Adding New Models

A major goal of LightCurveLynx is to be easily extensible so that users can create and analyze their own models. In this tutorial we look at how a user can add a custom model to simulate an astronomical phenomenon that is not already supported by LightCurveLynx.

Creating a new model node

All models are subclasses of the BasePhysicalModel class in src/lightcurvelynx/sources/physical_models.py. This class implements a bunch of helper functions to handle parameters and simulate the output of an object. Users should not subclass BasePhysicalModel directly, but rather subclass either SEDModel (which generates temporal spectral outputs) or BandfluxModel (which generates light-curve-like outputs). Depending on the model type, users only need to override a small number of functions.

For SED-type models, the user should override:

The __init__() method sets up the parameters.
The compute_sed() computes effect-free observations for the object in the object’s rest frame and given parameter values.

If the object has a redshift value, the SEDModel class takes care of accounting for the shift in both times and wavelengths from the observer’s frame to the rest frame (and back). So each model only needs to worry about generating fluxes in their rest frame.

For Bandflux-type models, the user should override:

The __init__() method sets up the parameters.
The compute_bandflux() computes effect-free observations for the object in the observer frame for a specific filter.
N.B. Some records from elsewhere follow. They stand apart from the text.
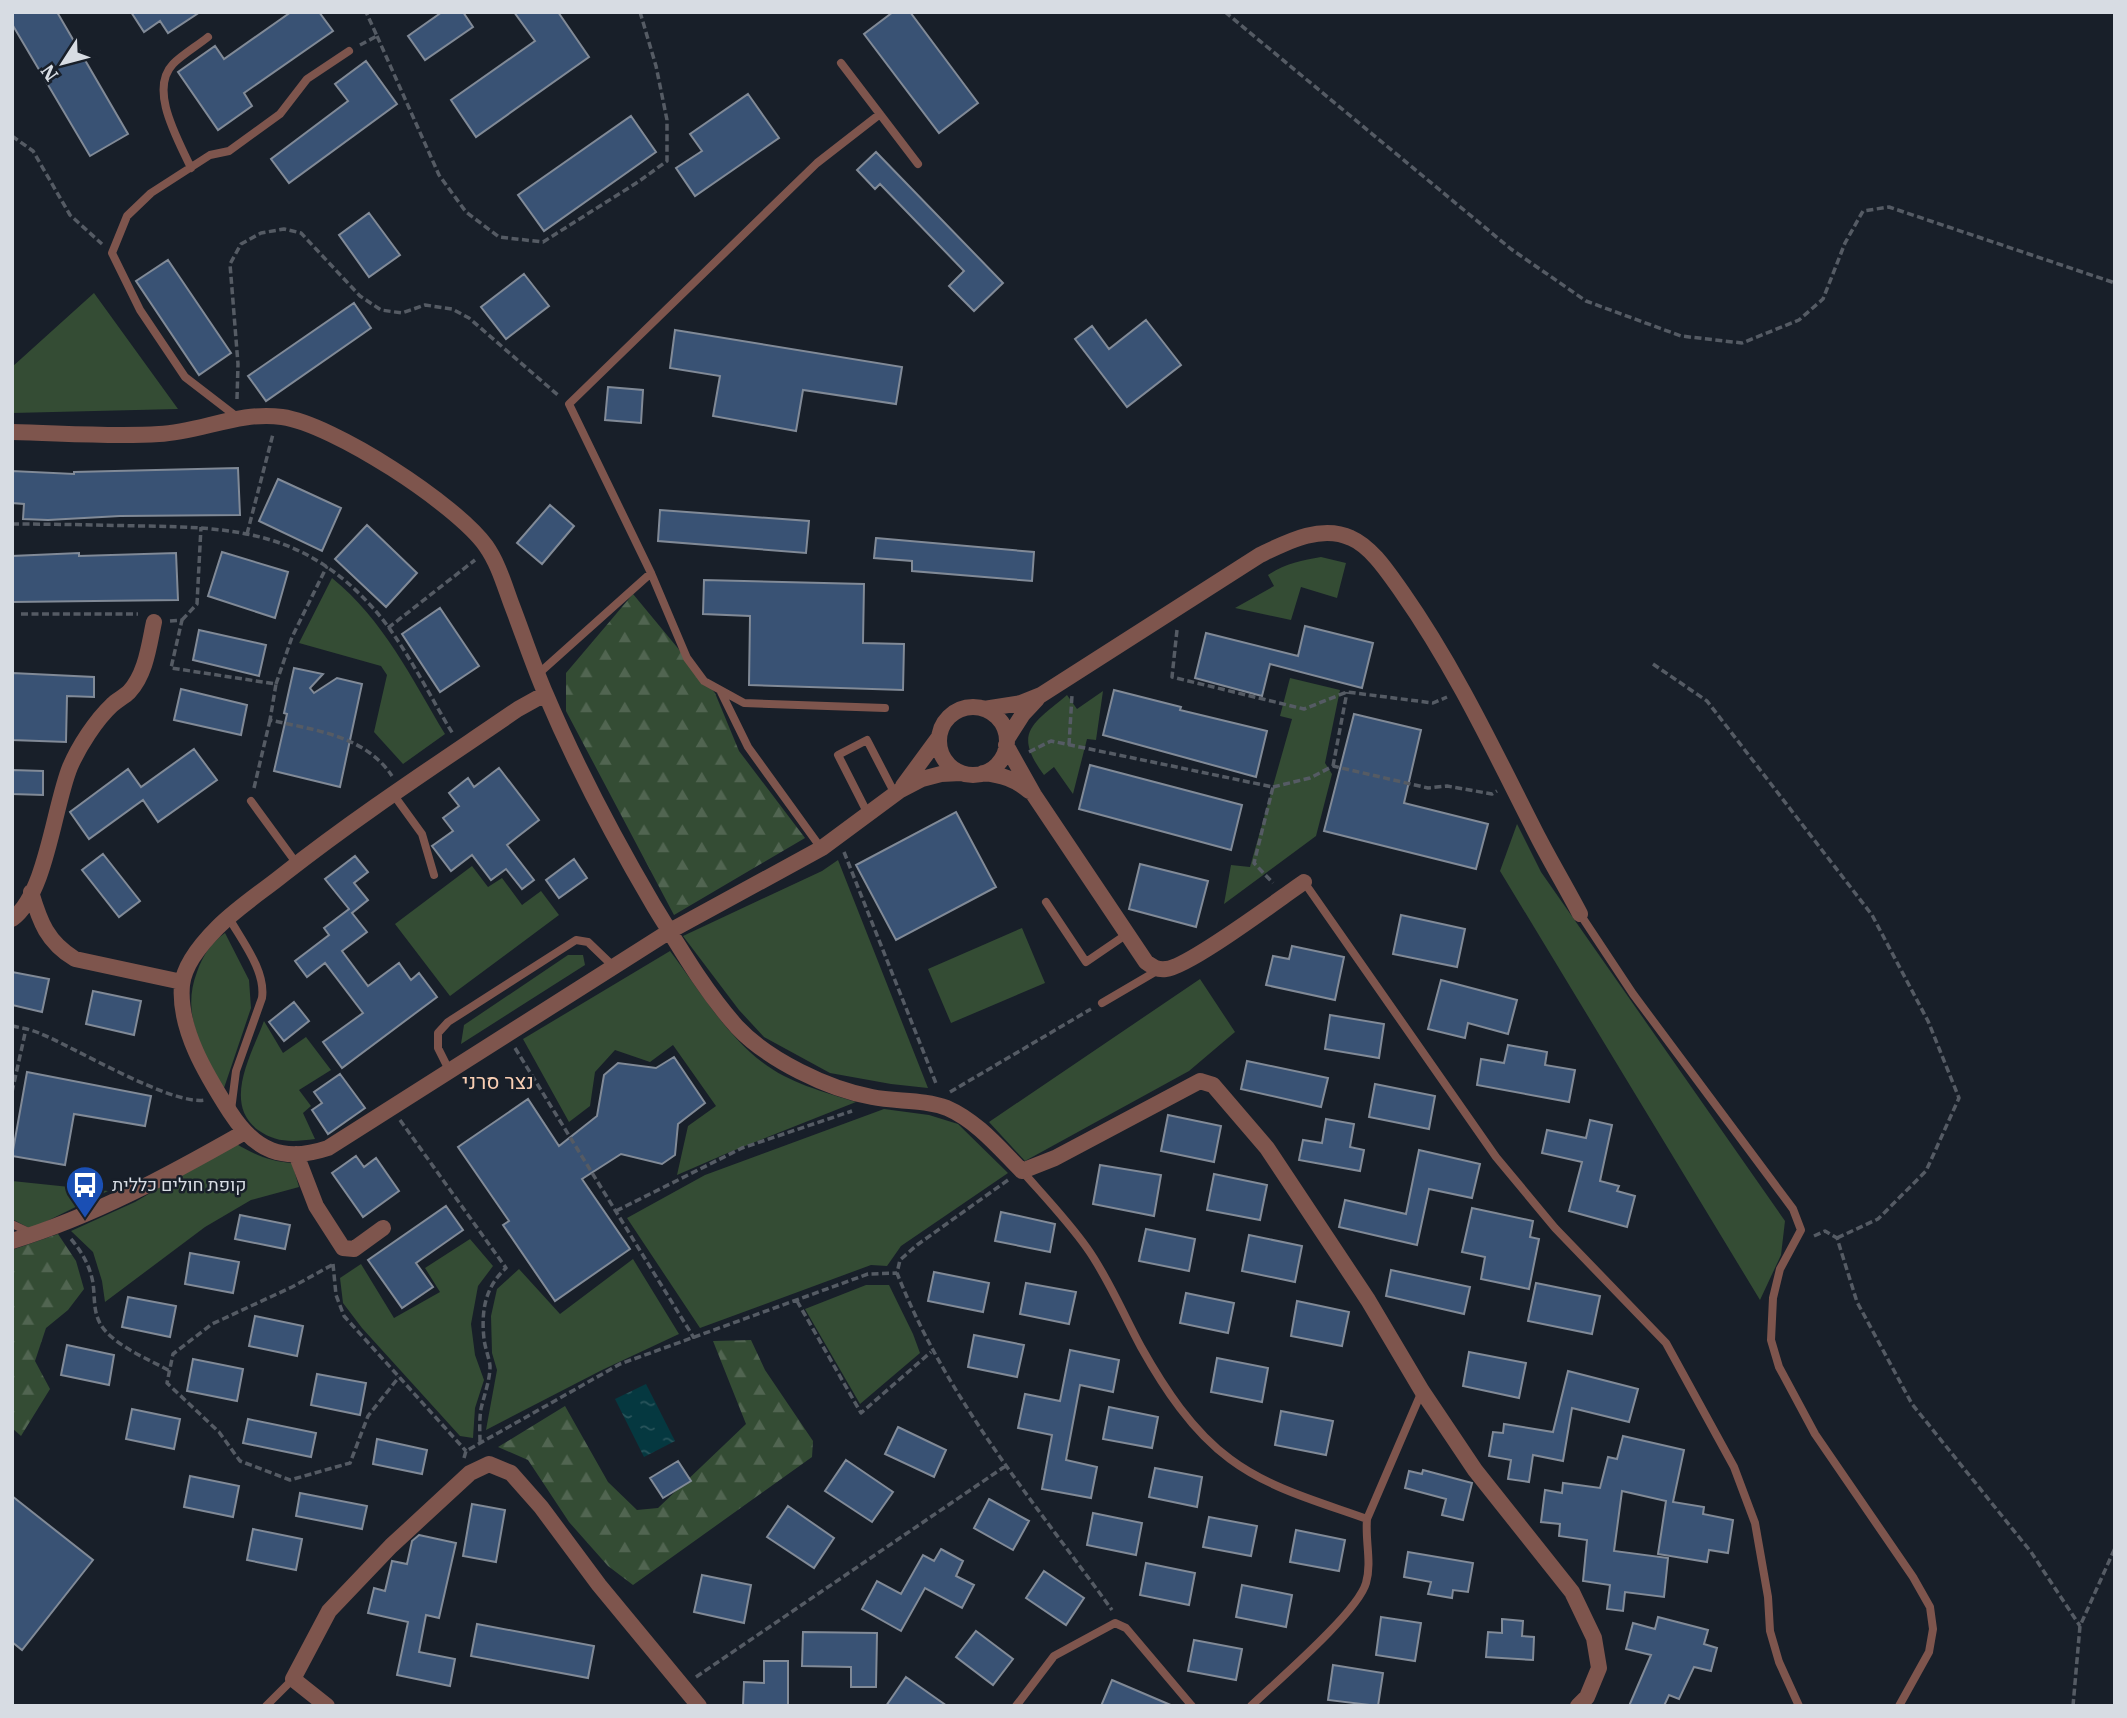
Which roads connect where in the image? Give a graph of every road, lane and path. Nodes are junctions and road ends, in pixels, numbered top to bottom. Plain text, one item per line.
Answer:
1 (366, 12) edge
2 (640, 12) edge
3 (1225, 12) edge
4 (377, 36) junction
5 (208, 37) dead end
6 (349, 51) joint
7 (841, 63) dead end
8 (880, 114) junction
9 (12, 136) edge
10 (918, 164) dead end
11 (191, 167) junction
12 (112, 253) junction
13 (2115, 283) edge
14 (569, 404) junction
15 (278, 416) junction
16 (237, 417) junction
17 (12, 432) edge
18 (12, 524) edge
19 (201, 527) junction
20 (247, 534) junction
21 (488, 550) junction
22 (327, 566) junction
23 (651, 573) junction
24 (1179, 607) junction
25 (21, 614) dead end
26 (182, 620) junction
27 (154, 622) junction
28 (388, 628) junction
29 (1653, 664) dead end
30 (1073, 674) junction
31 (537, 675) junction
32 (276, 684) junction
33 (1463, 690) junction
34 (721, 692) junction
35 (1347, 692) junction
36 (545, 694) junction
37 (1041, 695) junction
38 (885, 708) dead end
39 (984, 709) junction
40 (270, 720) junction
41 (939, 737) junction
42 (1007, 742) junction
43 (1069, 745) junction
44 (461, 748) junction
45 (1014, 760) junction
46 (1333, 766) junction
47 (961, 773) junction
48 (983, 773) junction
49 (1510, 782) junction
50 (1273, 787) junction
51 (397, 792) junction
52 (897, 793) junction
53 (1034, 795) junction
54 (251, 801) joint
55 (868, 814) junction
56 (838, 836) junction
57 (821, 848) junction
58 (297, 864) junction
59 (434, 875) dead end
60 (1304, 882) joint
61 (31, 892) junction
62 (1284, 895) junction
63 (1046, 902) dead end
64 (1580, 914) joint
65 (229, 918) junction
66 (12, 919) edge
67 (670, 931) junction
68 (1127, 934) junction
69 (614, 967) junction
70 (1160, 969) junction
71 (182, 982) junction
72 (1102, 1003) joint
73 (12, 1026) edge
74 (26, 1029) junction
75 (507, 1034) junction
76 (449, 1070) junction
77 (12, 1092) edge
78 (220, 1097) junction
79 (391, 1108) junction
80 (853, 1111) dead end
81 (231, 1113) junction
82 (243, 1133) junction
83 (296, 1154) junction
84 (1022, 1171) junction
85 (616, 1211) junction
86 (12, 1224) edge
87 (60, 1226) junction
88 (383, 1228) dead end
89 (34, 1234) junction
90 (1837, 1238) junction
91 (12, 1241) edge
92 (1793, 1245) junction
93 (342, 1248) junction
94 (332, 1265) junction
95 (897, 1273) junction
96 (797, 1301) junction
97 (694, 1338) junction
98 (932, 1351) junction
99 (170, 1371) junction
100 (399, 1377) junction
101 (1422, 1391) junction
102 (480, 1443) junction
103 (466, 1451) junction
104 (1007, 1465) junction
105 (459, 1484) junction
106 (1367, 1519) junction
107 (2115, 1548) edge
108 (2080, 1626) junction
109 (1126, 1628) junction
110 (292, 1679) junction
111 (682, 1686) junction
112 (266, 1706) edge
113 (327, 1706) edge
114 (699, 1706) edge
115 (1016, 1706) edge
116 (1192, 1706) edge
117 (1251, 1706) edge
118 (1578, 1706) edge
119 (1798, 1706) edge
120 (1899, 1706) edge
121 (2073, 1706) edge

1 - 4 path
2 - 4 path
3 - 13 path
4 - 6 path
5 - 11 lane
6 - 11 lane
7 - 8 lane
8 - 10 lane
8 - 14 lane
9 - 12 path
11 - 12 lane
12 - 16 lane
14 - 16 path
14 - 23 lane
15 - 16 street
15 - 20 path
15 - 21 street
16 - 17 street
18 - 19 path
19 - 20 path
19 - 26 path
20 - 22 path
21 - 28 path
21 - 31 street
22 - 28 path
22 - 32 path
23 - 31 lane
23 - 34 lane
24 - 30 street
24 - 33 street
24 - 35 path
25 - 27 path
26 - 27 path
26 - 32 path
27 - 61 street
28 - 44 path
29 - 90 path
30 - 37 street
30 - 43 path
31 - 36 street
32 - 40 path
33 - 35 path
33 - 49 street
34 - 38 lane
34 - 57 lane
35 - 46 path
36 - 44 street
36 - 67 street
37 - 39 street
37 - 42 street
39 - 41 street
39 - 42 street
40 - 51 path
40 - 54 path
41 - 47 street
41 - 52 street
42 - 45 street
42 - 48 street
43 - 45 path
43 - 50 path
44 - 51 street
45 - 53 street
46 - 49 path
46 - 50 path
47 - 48 street
47 - 52 street
48 - 53 street
49 - 64 street
50 - 62 path
51 - 58 street
51 - 59 lane
52 - 55 street
52 - 55 lane
53 - 68 street
54 - 58 lane
55 - 56 street
56 - 57 street
56 - 72 path
57 - 67 street
58 - 65 street
60 - 62 street
60 - 119 lane
61 - 66 street
61 - 71 street
62 - 70 street
63 - 68 lane
64 - 92 lane
65 - 71 street
65 - 81 lane
67 - 69 street
67 - 84 street
68 - 70 street
69 - 75 street
69 - 76 lane
70 - 72 lane
71 - 78 street
73 - 74 path
74 - 77 path
74 - 78 path
75 - 76 street
75 - 85 path
76 - 79 street
78 - 81 street
79 - 83 street
79 - 102 path
80 - 85 path
81 - 82 street
82 - 83 street
82 - 87 street
83 - 93 street
84 - 95 path
84 - 101 street
84 - 106 lane
85 - 97 path
86 - 89 lane
87 - 89 street
87 - 99 path
88 - 93 street
89 - 91 street
90 - 92 path
90 - 108 path
92 - 120 lane
93 - 94 path
94 - 99 path
94 - 100 path
95 - 96 path
95 - 98 path
96 - 97 path
96 - 98 path
97 - 102 path
98 - 104 path
99 - 100 path
100 - 103 path
101 - 106 lane
101 - 118 street
102 - 103 path
103 - 105 path
104 - 109 path
104 - 111 path
105 - 110 street
105 - 111 street
106 - 117 lane
107 - 108 path
108 - 121 path
109 - 115 lane
109 - 116 lane
110 - 112 lane
110 - 113 street
111 - 114 street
Effects are applied within the helper functions, so users do not need to worry about calling them from compute_sed() or compute_bandflux().

Both functions are designed to be deterministic given the parameter values (GraphState object). For models requiring random behavior, such as an AGN model using a damped random walk, a randomized seed can be included in the parameters. This allows users to produce randomized behavior on typical runs while also allowing them to reproduce previous runs to analayze behavior. For more detail on this approach, see the “Custom Models and Effects” section of the documentation.

Some models, such as those fit from observed data, may only be valid over a range of times or wavelengths. LightcurveLynx provides both the mechanisms to enforce this and to extrapolate outside those bounds. See the extrapolation notebook for more details if you need to limit the range of your model.

Parameterization

As discussed in the introduction notebook, all nodes in LightCurveLynx accept dynamic parameterization. These are parameters that change with each sampling run. For example if we have a node modeling the model’s output as a sin wave, we may want to include two parameters: the peak brightness of the object and the frequency of the underlying wave. We specify both of these parameters with the ParameterizedNode’s add_parameter() function. Behind the scenes this function does the heavy lifting to understand how the parameter is actually set during each run (from a constant, another ParameterizedNode, the computation of a function, etc.).

It is highly recommended to include the optional description argument for each parameter so users can get help on what each parameter means.

Example Model Node

Consider the example below, which implements the sin wave model. There are some details in the implementation below that we do not cover immediately (such as the get_local_params() function), but will describe below.

[1]:

import numpy as np

from lightcurvelynx.models.physical_model import SEDModel


class SinModel(SEDModel):
    """A model that emits a sine wave:

    flux = brightness * sin(2 * pi * frequency * (time - t0))

    Parameters
    ----------
    brightness : `float`
        The inherent brightness
    frequency : `float`
        The frequence of the sine wave.
    **kwargs : `dict`, optional
        Any additional keyword arguments.
    """

    def __init__(self, brightness, frequency, **kwargs):
        # The call to the super's init sets up the standard physical model
        # parameters, such as ra, dec, redshift, etc.
        super().__init__(**kwargs)
        self.add_parameter(
            "brightness",
            brightness,
            description="The inherent brightness",
        )
        self.add_parameter(
            "frequency",
            frequency,
            description="The frequency of the sine wave.",
        )

    def compute_sed(self, times, wavelengths, graph_state, **kwargs):
        """Draw effect-free observations for this object.

        Parameters
        ----------
        times : `numpy.ndarray`
            A length T array of rest frame timestamps.
        wavelengths : `numpy.ndarray`, optional
            A length N array of wavelengths (in angstroms).
        graph_state : `GraphState`
            An object mapping graph parameters to their values.
        **kwargs : `dict`, optional
            Any additional keyword arguments.

        Returns
        -------
        flux_density : `numpy.ndarray`
            A length T x N matrix of SED values (in nJy).
        """
        params = self.get_local_params(graph_state)
        phases = 2.0 * np.pi * params["frequency"] * (times - params["t0"])
        single_wave = params["brightness"] * np.sin(phases)
        return np.tile(single_wave[:, np.newaxis], (1, len(wavelengths)))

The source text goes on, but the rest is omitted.